I hope that pressure cooker feeling isn't actually necessary for rigor. I hope MIT has found some way to keep the rigor while being a bit more easy on the mental health of the students. MIT ensured every month had at least one holiday by inserting one fake Monday holiday in each month without a holiday, as a mental health break. I heard the mental health breaks were a result of the high suicide rate in the 1980s. Thankfully, none of my friends committed suicide, but a few friends of friends committed suicide in my time.


There’s also this interesting mix of humbleness and ambitiousness, with the real feeling of “everyone can change the world” by actually doing fantastic things, instead of boasting about their skills. It sorta feels like a place where the engineers are superheroes.

It’s a bit tragic that a lot of times this comes at the cost of mental health, though MIT has gone a long way to improve that.


> MIT ensured every month had at least one holiday by inserting one fake Monday holiday in each month without a holiday, as a mental health break.

They also made freshman year courses pass or fail.


Their handling of the Aaron Swartz case (rightfully) caused a massive hit to their reputation.

That's right. The "Skoltech" program was one such initiative, basically taking hundreds of millions from the Skolkovo Foundation (run by Oligarch Viktor Vekselberg, a member of Putin’s inner circle) in 2010 in return for setting up the Skolkovo Institute of Science and Technology near Moscow. Despite getting a lot of heat for this, MIT kept it going:

The university in 2019 signed a five-year extension of its lucrative partnership with the Russian technology research institute, which has long raised espionage fears among foreign policy experts and the FBI. The extension came just three months after the federal government announced it was investigating MIT’s compliance with reporting requirements for the Russian money it had received in connection with the project.

The article notes MIT only ended the cooperation after the invasion of Ukraine.

https://www.wgbh.org/news/local-news/2022/02/25/mit-abandons...


These kinds of threads are always so hard to decipher. Without disclosing the terms and details MIT is allegedly providing, you just have to assume the one side complaining is telling the truth when there's almost certainly two sides to this problem.

That said, don't get me wrong, I'm always down for a quick pitch fork roast on the internet.


Normally when things have reached the "Air it in public" level of greivance, what is being put out in public is at least factual--just probably not all of the facts.

However, I can quite easily see this happening on the MIT side. Some mid-level bureaucrat who doesn't even know what W3C is will be losing budget, so they're playing hardball assuming the usual level of scrutiny. They're going to get a surprise when they get dumped on by their managers because this suddenly hit a lot of eyeballs and is garnering negative PR for the entire university.


That’s partly because twitter is just about the worst possible place to have a detailed conversation on an issue, really just about any issue.

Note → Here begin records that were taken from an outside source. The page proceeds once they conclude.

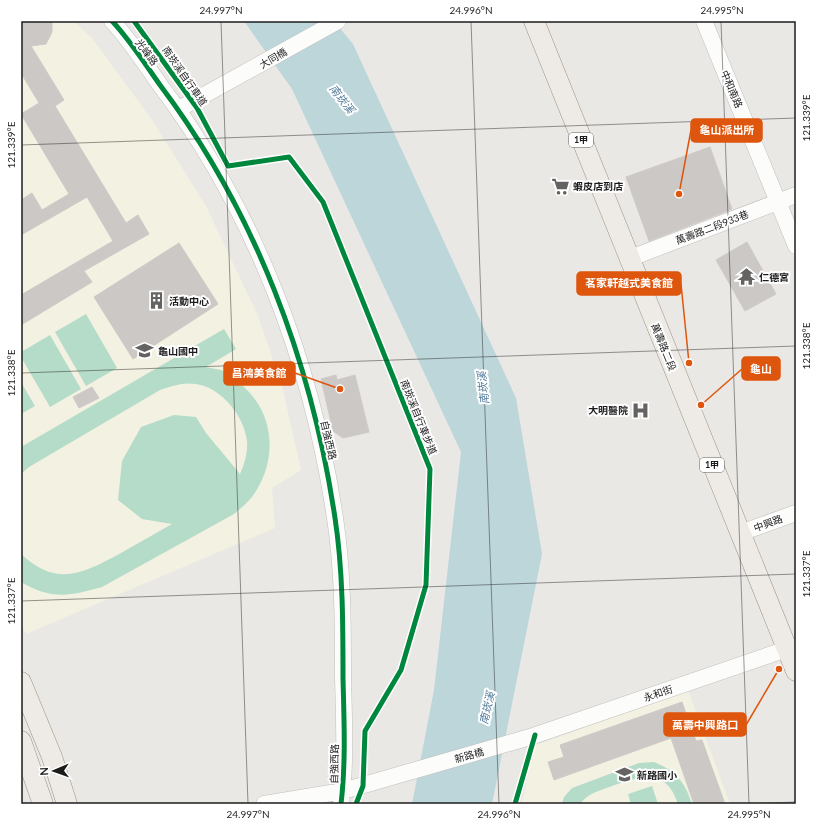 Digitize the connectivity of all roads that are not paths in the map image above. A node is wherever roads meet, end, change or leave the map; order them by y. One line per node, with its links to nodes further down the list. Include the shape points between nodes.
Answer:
1 (338, 21): 5 (street, 大同橋)
2 (534, 21): 9 (main road, 萬壽路二段 / 1甲)
3 (704, 21): 7 (street, 中和南路)
4 (115, 22): 5 (street, 光峰路)
5 (179, 109): 17 (street, 自強西路, via 218,170 273,284 310,398 325,457 336,520 341,588 344,712)
6 (796, 195): 7 (street, 萬壽路二段933巷)
7 (778, 202): 8 (street, 中和南路); 9 (street, 萬壽路二段933巷)
8 (796, 246)
9 (628, 259): 11 (main road, 萬壽路二段 / 1甲)
10 (796, 513): 11 (street, 中興路)
11 (740, 533): 12 (main road, 萬壽路二段 / 1甲)
12 (787, 649): 13 (main road, 萬壽路二段 / 1甲); 15 (street, 永和街)
13 (796, 671)
14 (21, 682): 19 (main road, via 52,757)
15 (530, 737): 17 (street, 新路橋, via 407,773)
16 (21, 741): 18 (main road)
17 (342, 798): 20 (street)
18 (43, 804)
19 (67, 804)
20 (264, 804) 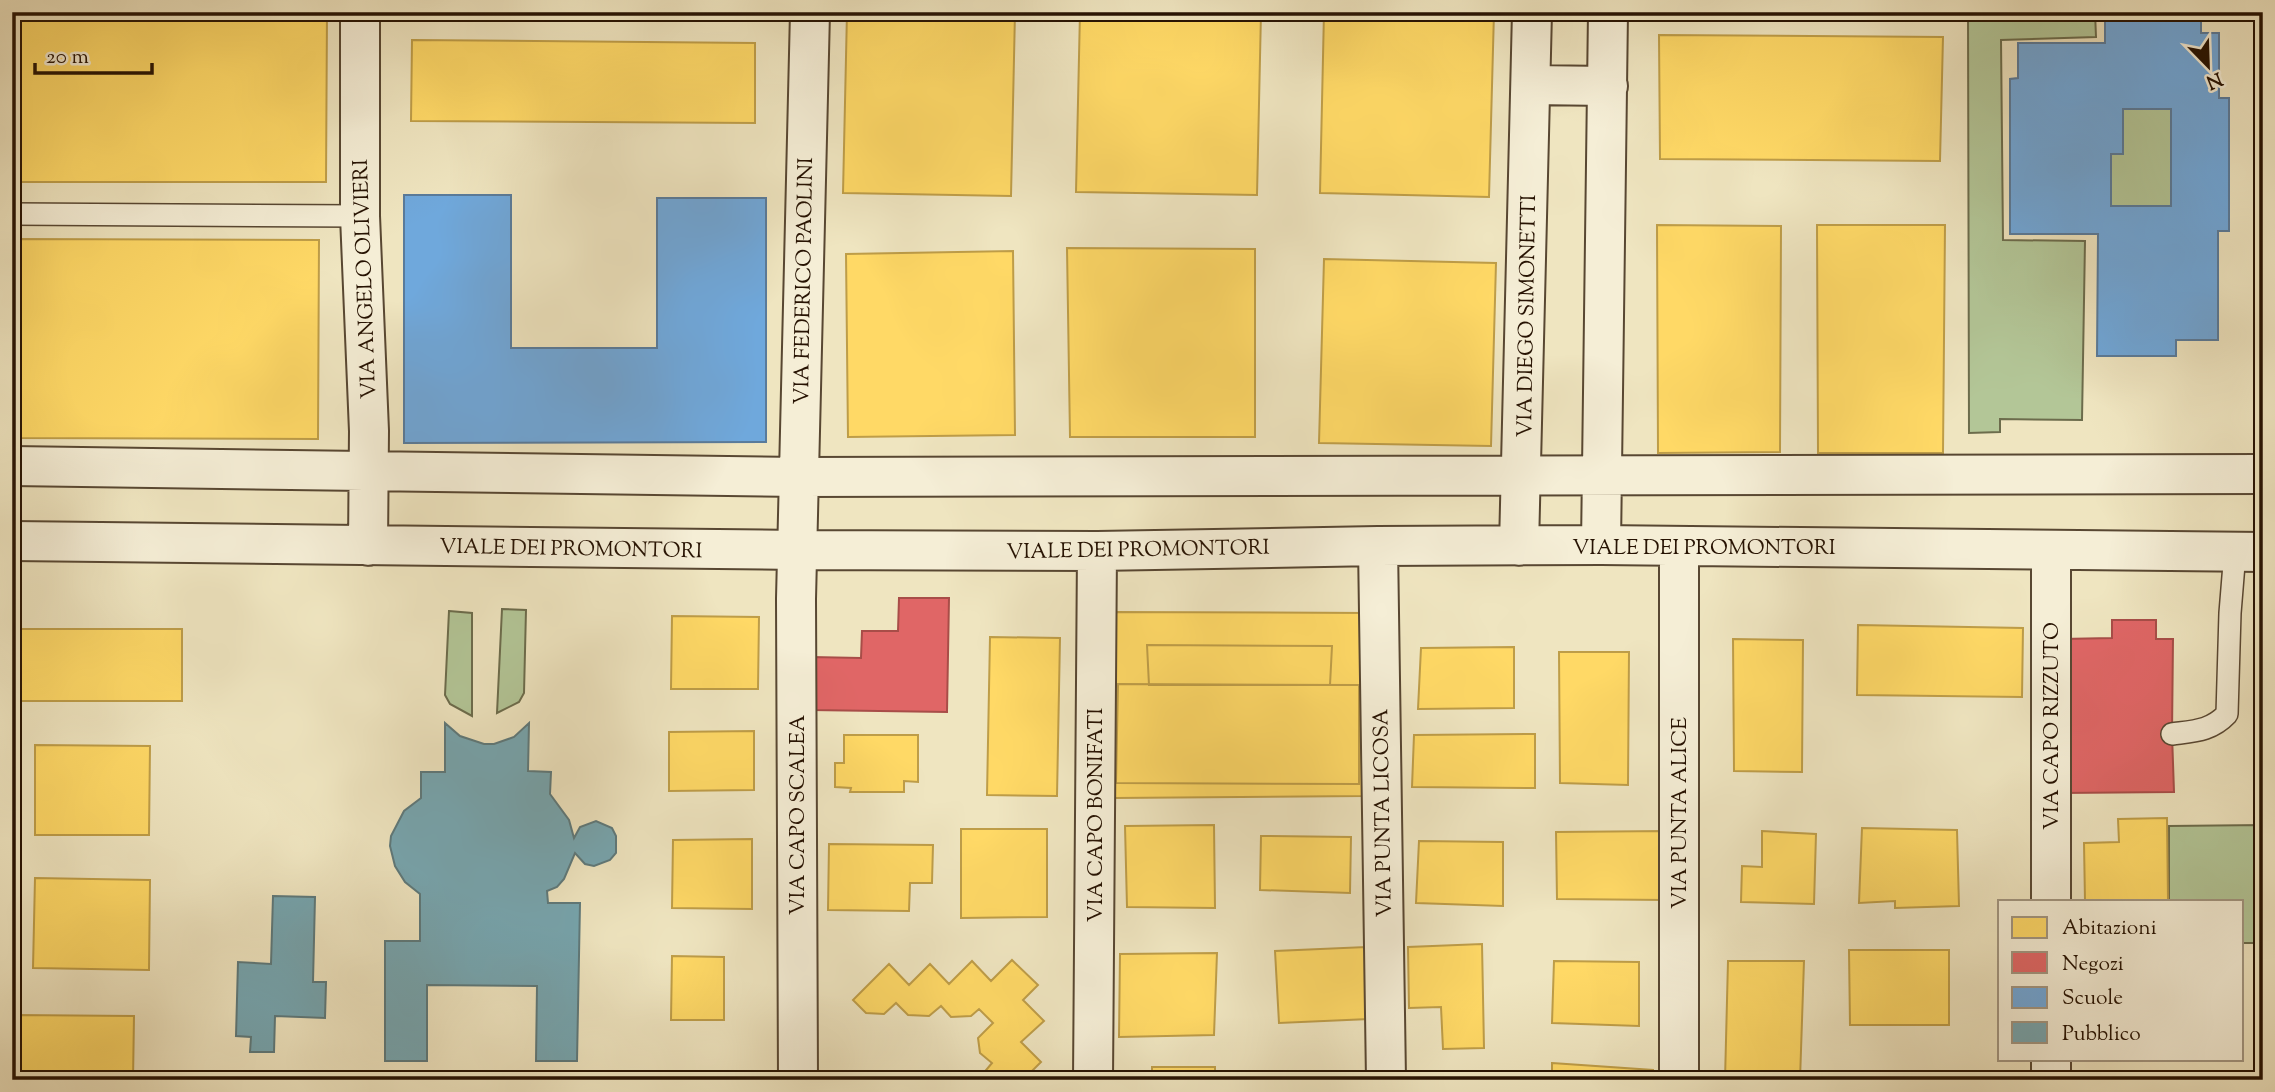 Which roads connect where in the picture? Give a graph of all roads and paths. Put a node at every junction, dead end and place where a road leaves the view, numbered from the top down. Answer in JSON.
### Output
{"nodes":[{"id":1,"x":360,"y":12,"type":"edge"},
{"id":2,"x":810,"y":12,"type":"edge"},
{"id":3,"x":1532,"y":12,"type":"edge"},
{"id":4,"x":1608,"y":12,"type":"edge"},
{"id":5,"x":1531,"y":85,"type":"junction"},
{"id":6,"x":1608,"y":86,"type":"junction"},
{"id":7,"x":12,"y":214,"type":"edge"},
{"id":8,"x":360,"y":216,"type":"junction"},
{"id":9,"x":12,"y":466,"type":"edge"},
{"id":10,"x":369,"y":473,"type":"junction"},
{"id":11,"x":1522,"y":474,"type":"junction"},
{"id":12,"x":2263,"y":474,"type":"edge"},
{"id":13,"x":1603,"y":476,"type":"junction"},
{"id":14,"x":798,"y":477,"type":"junction"},
{"id":15,"x":12,"y":541,"type":"edge"},
{"id":16,"x":1601,"y":545,"type":"junction"},
{"id":17,"x":368,"y":546,"type":"junction"},
{"id":18,"x":1378,"y":546,"type":"junction"},
{"id":19,"x":1679,"y":546,"type":"junction"},
{"id":20,"x":1520,"y":547,"type":"junction"},
{"id":21,"x":797,"y":550,"type":"junction"},
{"id":22,"x":2051,"y":550,"type":"junction"},
{"id":23,"x":1097,"y":551,"type":"junction"},
{"id":24,"x":2249,"y":552,"type":"edge"},
{"id":25,"x":2172,"y":734,"type":"dead end"},
{"id":26,"x":2051,"y":900,"type":"edge"},
{"id":27,"x":2051,"y":1060,"type":"edge"},
{"id":28,"x":798,"y":1080,"type":"edge"},
{"id":29,"x":1093,"y":1080,"type":"edge"},
{"id":30,"x":1386,"y":1080,"type":"edge"},
{"id":31,"x":1679,"y":1080,"type":"edge"},
{"id":32,"x":2051,"y":1080,"type":"edge"}],
"edges":[{"from":1,"to":8,"type":"street","name":"VIA ANGELO OLIVIERI"},
{"from":2,"to":14,"type":"street","name":"VIA FEDERICO PAOLINI"},
{"from":3,"to":5,"type":"street","name":"VIA DIEGO SIMONETTI"},
{"from":4,"to":6,"type":"street"},
{"from":5,"to":6,"type":"street"},
{"from":5,"to":11,"type":"street","name":"VIA DIEGO SIMONETTI"},
{"from":6,"to":13,"type":"street"},
{"from":7,"to":8,"type":"lane"},
{"from":8,"to":10,"type":"street","name":"VIA ANGELO OLIVIERI"},
{"from":9,"to":10,"type":"street"},
{"from":10,"to":14,"type":"street"},
{"from":10,"to":17,"type":"street","name":"VIA ANGELO OLIVIERI"},
{"from":11,"to":13,"type":"street"},
{"from":11,"to":14,"type":"street"},
{"from":11,"to":20,"type":"street","name":"VIA DIEGO SIMONETTI"},
{"from":12,"to":13,"type":"street"},
{"from":13,"to":16,"type":"street"},
{"from":14,"to":21,"type":"street","name":"VIA FEDERICO PAOLINI"},
{"from":15,"to":17,"type":"street","name":"VIALE DEI PROMONTORI"},
{"from":16,"to":19,"type":"street","name":"VIALE DEI PROMONTORI"},
{"from":16,"to":20,"type":"street","name":"VIALE DEI PROMONTORI"},
{"from":17,"to":21,"type":"street","name":"VIALE DEI PROMONTORI"},
{"from":18,"to":20,"type":"street","name":"VIALE DEI PROMONTORI"},
{"from":18,"to":23,"type":"street","name":"VIALE DEI PROMONTORI"},
{"from":18,"to":30,"type":"street","name":"VIA PUNTA LICOSA"},
{"from":19,"to":22,"type":"street","name":"VIALE DEI PROMONTORI"},
{"from":19,"to":31,"type":"street","name":"VIA PUNTA ALICE"},
{"from":21,"to":23,"type":"street","name":"VIALE DEI PROMONTORI"},
{"from":21,"to":28,"type":"street","name":"VIA CAPO SCALEA"},
{"from":22,"to":24,"type":"street","name":"VIALE DEI PROMONTORI"},
{"from":22,"to":26,"type":"street","name":"VIA CAPO RIZZUTO"},
{"from":23,"to":29,"type":"street","name":"VIA CAPO BONIFATI"},
{"from":24,"to":25,"type":"lane"},
{"from":27,"to":32,"type":"street"}]}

I have no idea why anyone of any level of technical sophistication or containing halfway decent communication skills makes the attempt. Choose a free blog, write something more substantive, and write a succinct Twitter post to get people aware of it. Or at least do that at the same time you post a balkanized “thread” like the author here and link to the more substantive post in the process.


People aren’t reading random blogs as much as they’re reading social media

Thus: link to random blog from social media.

People don’t click as much either.

Then it’s better to post nothing than something that could be misleading. Or still post the link to a better blog post and if people don’t click then that’s on them, and least the author has put a more comprehensive argument together.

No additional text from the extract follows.